What is being asked
Return, word for word, only the lines of the data below that lie between the line with "index dip: (242, 173)" and the line with "pinky tip: (311, 186)", those two lines included.

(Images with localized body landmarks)
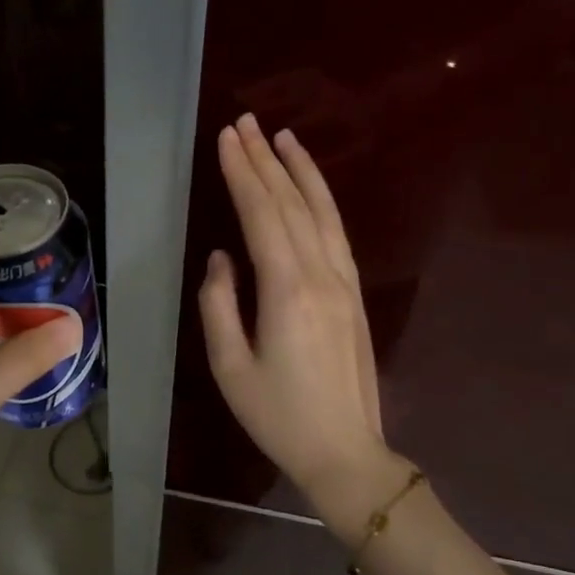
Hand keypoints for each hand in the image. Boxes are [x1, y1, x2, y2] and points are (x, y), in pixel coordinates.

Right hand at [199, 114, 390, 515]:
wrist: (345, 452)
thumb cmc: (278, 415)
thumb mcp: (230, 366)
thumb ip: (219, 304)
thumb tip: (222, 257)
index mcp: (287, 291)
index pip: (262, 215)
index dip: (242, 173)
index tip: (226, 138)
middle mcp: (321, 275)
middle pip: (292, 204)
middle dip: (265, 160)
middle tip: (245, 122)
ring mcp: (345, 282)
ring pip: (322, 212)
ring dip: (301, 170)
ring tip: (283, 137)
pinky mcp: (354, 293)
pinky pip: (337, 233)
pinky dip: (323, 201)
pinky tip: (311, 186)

* * *

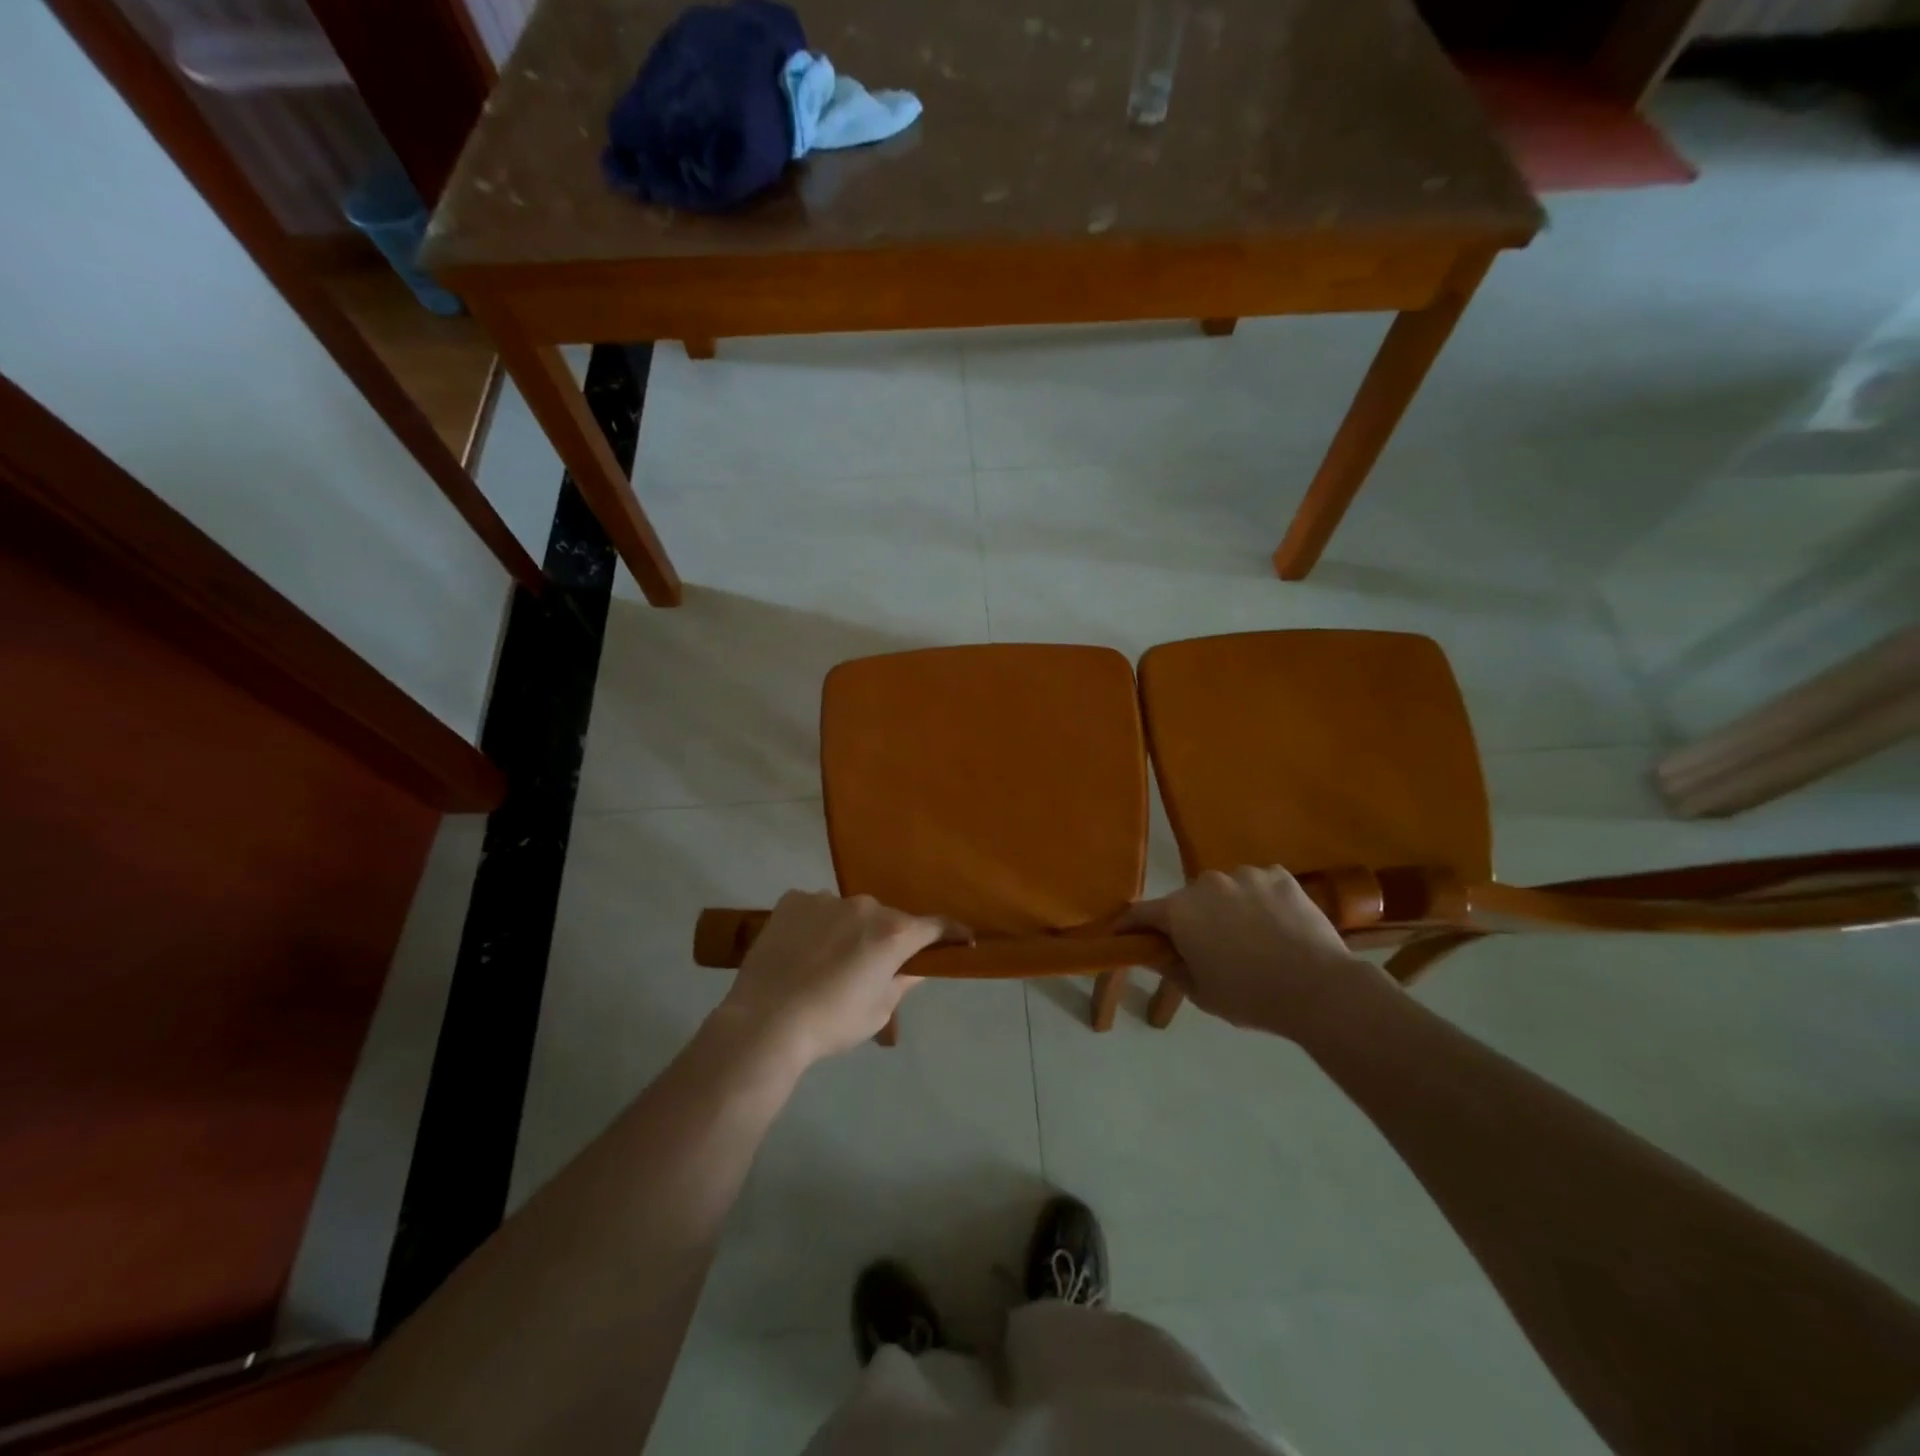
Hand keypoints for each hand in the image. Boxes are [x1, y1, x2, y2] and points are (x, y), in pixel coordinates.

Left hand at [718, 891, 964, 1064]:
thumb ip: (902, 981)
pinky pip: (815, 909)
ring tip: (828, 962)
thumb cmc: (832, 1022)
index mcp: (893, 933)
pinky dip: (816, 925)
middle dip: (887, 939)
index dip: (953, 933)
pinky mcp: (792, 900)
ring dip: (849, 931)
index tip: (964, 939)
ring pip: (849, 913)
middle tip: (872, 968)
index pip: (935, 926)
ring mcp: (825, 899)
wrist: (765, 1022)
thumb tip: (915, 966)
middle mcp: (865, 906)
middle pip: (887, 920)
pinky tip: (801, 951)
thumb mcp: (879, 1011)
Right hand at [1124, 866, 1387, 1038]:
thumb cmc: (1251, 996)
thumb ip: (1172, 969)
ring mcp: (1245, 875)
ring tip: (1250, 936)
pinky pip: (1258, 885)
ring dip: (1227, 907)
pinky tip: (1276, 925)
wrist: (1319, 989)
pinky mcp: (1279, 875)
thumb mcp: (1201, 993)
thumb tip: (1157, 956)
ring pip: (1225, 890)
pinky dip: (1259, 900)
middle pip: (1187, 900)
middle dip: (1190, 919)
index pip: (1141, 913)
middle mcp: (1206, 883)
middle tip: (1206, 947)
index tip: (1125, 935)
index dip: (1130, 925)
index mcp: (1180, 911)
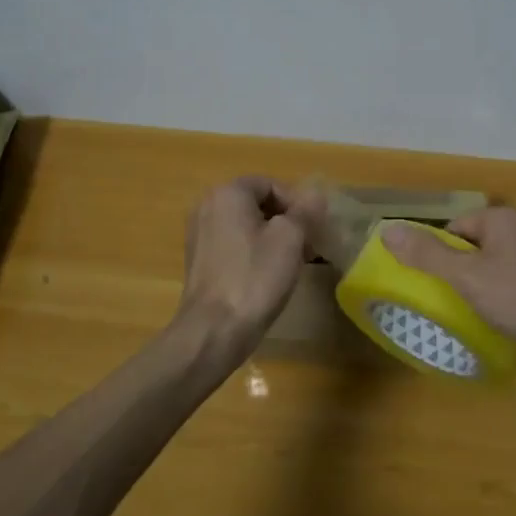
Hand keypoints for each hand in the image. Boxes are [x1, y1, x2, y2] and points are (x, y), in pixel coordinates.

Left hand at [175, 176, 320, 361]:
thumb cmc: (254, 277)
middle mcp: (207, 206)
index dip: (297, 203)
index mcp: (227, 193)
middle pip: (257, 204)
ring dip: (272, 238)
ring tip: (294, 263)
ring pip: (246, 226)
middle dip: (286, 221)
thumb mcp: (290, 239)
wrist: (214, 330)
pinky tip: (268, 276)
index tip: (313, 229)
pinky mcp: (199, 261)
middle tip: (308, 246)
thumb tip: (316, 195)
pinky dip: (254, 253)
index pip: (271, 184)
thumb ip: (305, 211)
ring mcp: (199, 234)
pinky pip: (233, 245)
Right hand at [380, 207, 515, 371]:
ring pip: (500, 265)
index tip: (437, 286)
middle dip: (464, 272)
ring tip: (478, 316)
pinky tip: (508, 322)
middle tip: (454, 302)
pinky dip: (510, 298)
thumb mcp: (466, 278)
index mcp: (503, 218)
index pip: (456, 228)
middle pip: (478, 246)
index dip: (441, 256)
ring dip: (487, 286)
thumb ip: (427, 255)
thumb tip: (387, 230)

Task result
index dip: (242, 173)
index tip: (226, 138)
middle mcp: (321, 275)
middle pip: (292, 204)
middle dip: (265, 160)
middle tip: (245, 122)
ring mcp: (345, 282)
ring pip: (322, 212)
ring dip: (301, 170)
ring tip: (283, 137)
pinky mcp: (354, 293)
pinky pip: (337, 233)
pinky dip: (323, 201)
pinky tip: (311, 186)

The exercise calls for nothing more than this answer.